RECORDS PROVIDED
====================
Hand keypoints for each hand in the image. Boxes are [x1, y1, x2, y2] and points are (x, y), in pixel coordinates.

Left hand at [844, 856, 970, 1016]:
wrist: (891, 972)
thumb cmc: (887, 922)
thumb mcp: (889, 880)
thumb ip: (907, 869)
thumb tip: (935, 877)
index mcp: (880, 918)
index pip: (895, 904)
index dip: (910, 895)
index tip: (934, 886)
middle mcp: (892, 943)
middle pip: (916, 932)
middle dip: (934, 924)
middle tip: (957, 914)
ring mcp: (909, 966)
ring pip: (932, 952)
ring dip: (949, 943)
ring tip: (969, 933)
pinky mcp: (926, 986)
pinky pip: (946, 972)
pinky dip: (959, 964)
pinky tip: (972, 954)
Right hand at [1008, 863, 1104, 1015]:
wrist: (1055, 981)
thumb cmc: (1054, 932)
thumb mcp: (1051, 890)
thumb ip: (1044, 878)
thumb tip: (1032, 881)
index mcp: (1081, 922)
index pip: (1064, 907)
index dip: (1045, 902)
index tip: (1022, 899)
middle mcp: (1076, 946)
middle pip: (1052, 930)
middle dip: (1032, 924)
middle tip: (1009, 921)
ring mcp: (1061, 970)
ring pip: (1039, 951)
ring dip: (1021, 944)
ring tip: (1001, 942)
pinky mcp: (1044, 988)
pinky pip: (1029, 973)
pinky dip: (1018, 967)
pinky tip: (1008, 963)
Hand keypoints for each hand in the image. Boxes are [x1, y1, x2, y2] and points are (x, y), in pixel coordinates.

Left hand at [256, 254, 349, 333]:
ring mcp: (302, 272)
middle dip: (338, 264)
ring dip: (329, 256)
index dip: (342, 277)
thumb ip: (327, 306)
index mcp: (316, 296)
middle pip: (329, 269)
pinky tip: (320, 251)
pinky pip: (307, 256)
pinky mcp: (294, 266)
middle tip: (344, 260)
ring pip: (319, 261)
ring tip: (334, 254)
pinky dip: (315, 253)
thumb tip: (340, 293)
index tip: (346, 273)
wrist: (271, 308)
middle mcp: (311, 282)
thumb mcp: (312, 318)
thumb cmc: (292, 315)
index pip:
====================
WHAT NEEDS TO BE DONE
The lines to reproduce run from the line containing "middle mcp: (1076, 946)" to the end of the listing; write them out exactly and add nothing.

FINAL ANSWER
middle mcp: (1076, 946)
middle pip: (1052, 930)
middle dip: (1032, 924)
middle tip: (1009, 921)
ring mcp: (1061, 970)
ring pip: (1039, 951)
ring dip: (1021, 944)
ring tip: (1001, 942)
pinky mcp: (1044, 988)
pinky pip: (1029, 973)
pinky dip: (1018, 967)
pinky tip: (1008, 963)
Hand keypoints for each hand in the image. Boxes are [x1, y1, x2, y2] and points are (x, y), in pixel coordinates.

Left hand at [256, 254, 349, 333]:
ring mcp: (302, 272)
middle dip: (338, 264)
ring dip: (329, 256)
index dip: (342, 277)
thumb ip: (327, 306)
index mcp: (316, 296)
middle pip: (329, 269)
pinky tip: (320, 251)
pinky pip: (307, 256)
pinky mcp: (294, 266)
middle tip: (344, 260)
ring pip: (319, 261)
ring tip: (334, 254)
pinky dip: (315, 253)
thumb tip: (340, 293)
index tip: (346, 273)
wrist: (271, 308)
middle mcp: (311, 282)
thumb mcp: (312, 318)
thumb cmc: (292, 315)
index pip:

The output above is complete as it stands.